Des Lecteurs impatiens me demanderont peut-être quelle étoit la Marquiſe de Sarmé ; je leur répondrai que c’étoit une de ces femmes qui, ne pouvant plus compter ſur leurs appas altérés par le tems & par les plaiſirs, ſe font un mérite de leur fortune, & qu’elles réparent avec leur argent les déſordres des années. La Marquiſe joignoit à cette généroſité néceſſaire un goût affecté pour tous les ouvrages nouveaux : aimant ſur-tout à protéger les gens de lettres, ſa maiſon leur étoit ouverte dans tous les tems, & jamais on ne prit chez M. de La Popeliniere[1] autant d’indigeſtions qu’à la table de Madame de Sarmé. Il eſt vrai que ſes convives étoient de toutes les eſpeces, & quand elle ne pouvoit avoir d’Auteurs ni de Comédiens du premier ordre, elle prenoit des écrivaſſiers & des hiſtrions ; & ſi Diderot & Carlin lui manquoient, elle vouloit bien ſe borner à des Paliſſot & à des Marignan[2] :

  1. Fameux Fermier Général, dont la maiſon eſt appellée la Ménagerie.

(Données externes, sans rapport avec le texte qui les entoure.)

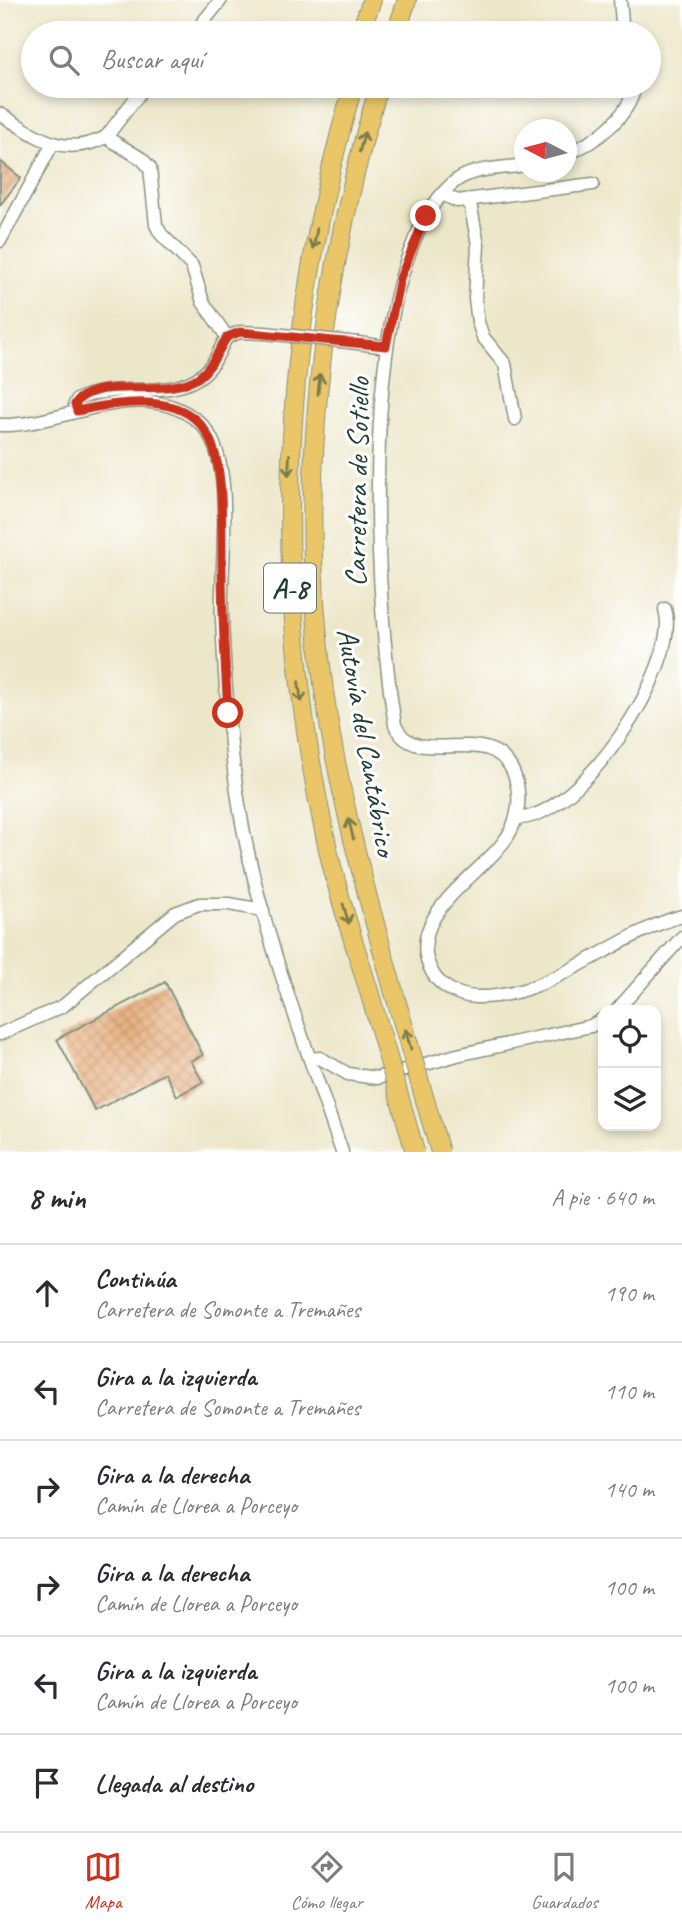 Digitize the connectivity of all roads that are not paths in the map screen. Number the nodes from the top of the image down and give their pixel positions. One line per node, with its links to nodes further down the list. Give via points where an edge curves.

  2. Mauvais ſujet, & plus mauvais arlequin ; il a le talent de ſurprendre des applaudiſſemens de ceux qui n’ont jamais vu l’arlequin de Paris. Au demeurant il a été chaſſé de Lyon pour un cas grave ; & de Paris, parce qu’on n’y aime que le bon, & qu’on n’y ſupporte que la médiocrité.